=== Section Start ===

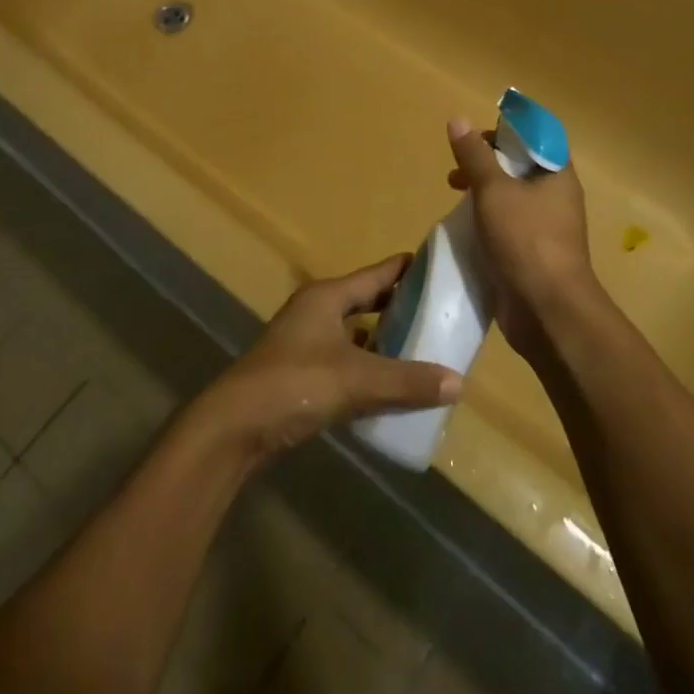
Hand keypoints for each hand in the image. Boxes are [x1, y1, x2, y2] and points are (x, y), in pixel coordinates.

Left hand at [198, 256, 463, 460]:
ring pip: (355, 334)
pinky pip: (345, 363)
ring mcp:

=== Section End ===

What to produce: Where does "hand" appear in the records above? Copy each line that holds it.

The answer:
Hand keypoints for each hand in the image. Boxes are [x1, y1, x2, y2] and points are (x, y), in pixel coordinates.
Left hand at [198, 256, 463, 460]:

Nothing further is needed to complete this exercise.